▸ **WORK REQUEST**:
Your answer should consist of all lines in the listing that hold the word "Кибальчича".
RECORDS FOR THIS TASK: Begin
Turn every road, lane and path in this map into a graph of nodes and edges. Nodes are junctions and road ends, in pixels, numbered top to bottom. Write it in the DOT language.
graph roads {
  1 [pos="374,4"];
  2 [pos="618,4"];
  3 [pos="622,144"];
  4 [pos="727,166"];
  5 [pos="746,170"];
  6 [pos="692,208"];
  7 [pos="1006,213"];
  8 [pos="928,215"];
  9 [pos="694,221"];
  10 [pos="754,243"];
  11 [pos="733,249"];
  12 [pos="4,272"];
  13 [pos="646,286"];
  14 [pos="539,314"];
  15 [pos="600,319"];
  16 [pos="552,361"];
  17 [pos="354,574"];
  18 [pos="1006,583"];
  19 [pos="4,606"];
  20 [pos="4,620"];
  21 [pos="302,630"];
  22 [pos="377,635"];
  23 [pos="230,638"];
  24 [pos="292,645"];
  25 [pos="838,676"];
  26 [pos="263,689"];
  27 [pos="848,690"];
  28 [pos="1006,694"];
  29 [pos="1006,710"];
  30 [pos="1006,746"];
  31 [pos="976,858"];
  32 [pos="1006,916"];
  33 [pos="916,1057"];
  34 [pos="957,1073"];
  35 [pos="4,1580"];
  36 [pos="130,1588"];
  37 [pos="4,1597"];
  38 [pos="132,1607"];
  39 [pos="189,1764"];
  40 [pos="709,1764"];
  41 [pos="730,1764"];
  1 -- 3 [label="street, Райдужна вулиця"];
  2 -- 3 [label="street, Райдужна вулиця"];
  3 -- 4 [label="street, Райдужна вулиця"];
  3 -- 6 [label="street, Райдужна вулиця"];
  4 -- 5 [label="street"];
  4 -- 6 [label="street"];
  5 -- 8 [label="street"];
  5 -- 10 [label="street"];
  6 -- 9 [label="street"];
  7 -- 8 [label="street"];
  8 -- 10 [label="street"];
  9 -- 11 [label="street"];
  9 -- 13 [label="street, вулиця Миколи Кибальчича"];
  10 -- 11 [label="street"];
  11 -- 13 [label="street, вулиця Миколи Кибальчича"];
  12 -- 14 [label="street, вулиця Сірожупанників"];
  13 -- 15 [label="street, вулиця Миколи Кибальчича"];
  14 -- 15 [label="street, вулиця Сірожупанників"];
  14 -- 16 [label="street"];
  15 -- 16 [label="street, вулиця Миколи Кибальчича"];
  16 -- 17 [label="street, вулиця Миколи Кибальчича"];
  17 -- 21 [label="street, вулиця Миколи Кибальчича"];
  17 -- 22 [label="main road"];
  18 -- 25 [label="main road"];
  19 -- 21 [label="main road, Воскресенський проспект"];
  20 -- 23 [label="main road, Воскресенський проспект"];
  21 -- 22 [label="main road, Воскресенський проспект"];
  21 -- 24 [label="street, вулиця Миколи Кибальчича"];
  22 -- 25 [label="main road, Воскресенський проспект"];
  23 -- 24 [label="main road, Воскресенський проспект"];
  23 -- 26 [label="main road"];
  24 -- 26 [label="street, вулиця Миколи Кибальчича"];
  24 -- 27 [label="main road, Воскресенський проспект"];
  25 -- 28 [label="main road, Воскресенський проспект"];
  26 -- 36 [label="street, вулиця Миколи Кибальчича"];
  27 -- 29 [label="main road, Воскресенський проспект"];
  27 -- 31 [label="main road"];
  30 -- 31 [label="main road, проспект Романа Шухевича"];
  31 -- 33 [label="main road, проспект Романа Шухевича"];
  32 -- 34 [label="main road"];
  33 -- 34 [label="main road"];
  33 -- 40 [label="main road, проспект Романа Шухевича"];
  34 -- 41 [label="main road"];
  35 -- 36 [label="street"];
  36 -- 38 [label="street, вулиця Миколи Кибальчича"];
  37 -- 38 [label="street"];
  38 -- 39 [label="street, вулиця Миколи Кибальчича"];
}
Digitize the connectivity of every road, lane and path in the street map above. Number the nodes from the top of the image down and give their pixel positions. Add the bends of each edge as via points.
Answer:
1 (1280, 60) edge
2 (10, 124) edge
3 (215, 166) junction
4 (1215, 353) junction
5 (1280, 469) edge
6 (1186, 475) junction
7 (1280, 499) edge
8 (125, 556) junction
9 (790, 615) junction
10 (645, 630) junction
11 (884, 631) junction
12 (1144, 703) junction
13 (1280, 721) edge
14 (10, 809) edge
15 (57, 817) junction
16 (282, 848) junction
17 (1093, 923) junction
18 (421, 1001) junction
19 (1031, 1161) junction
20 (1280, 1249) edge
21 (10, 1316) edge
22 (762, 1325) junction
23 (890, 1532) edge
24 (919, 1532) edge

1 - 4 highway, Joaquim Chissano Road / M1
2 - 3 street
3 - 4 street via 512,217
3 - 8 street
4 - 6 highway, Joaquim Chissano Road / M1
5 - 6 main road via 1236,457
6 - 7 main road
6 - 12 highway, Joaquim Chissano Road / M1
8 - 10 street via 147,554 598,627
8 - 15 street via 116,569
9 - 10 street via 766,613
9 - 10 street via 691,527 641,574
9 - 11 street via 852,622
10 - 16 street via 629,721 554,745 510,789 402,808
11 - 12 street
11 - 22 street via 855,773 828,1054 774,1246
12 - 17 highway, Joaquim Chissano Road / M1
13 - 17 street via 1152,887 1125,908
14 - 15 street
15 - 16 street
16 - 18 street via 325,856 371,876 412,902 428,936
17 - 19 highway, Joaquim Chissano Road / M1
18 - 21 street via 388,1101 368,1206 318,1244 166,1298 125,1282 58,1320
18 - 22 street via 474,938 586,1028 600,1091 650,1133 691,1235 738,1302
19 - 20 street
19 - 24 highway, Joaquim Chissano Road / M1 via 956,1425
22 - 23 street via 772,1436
RECORDS FOR THIS TASK: End
▸ **YOUR SOLUTION**:
  9 -- 13 [label="street, вулиця Миколи Кибальчича"];
  11 -- 13 [label="street, вулиця Миколи Кибальчича"];
  13 -- 15 [label="street, вулиця Миколи Кибальчича"];
  15 -- 16 [label="street, вулиця Миколи Кибальчича"];
  16 -- 17 [label="street, вулиця Миколи Кибальчича"];
  17 -- 21 [label="street, вулиця Миколи Кибальчича"];
  21 -- 24 [label="street, вулиця Миколи Кибальчича"];
  24 -- 26 [label="street, вулиця Миколи Кибальчича"];
  26 -- 36 [label="street, вулиця Миколи Кибальчича"];
  36 -- 38 [label="street, вулиця Миколи Кибальчича"];
  38 -- 39 [label="street, вулиця Миколи Кибальчича"];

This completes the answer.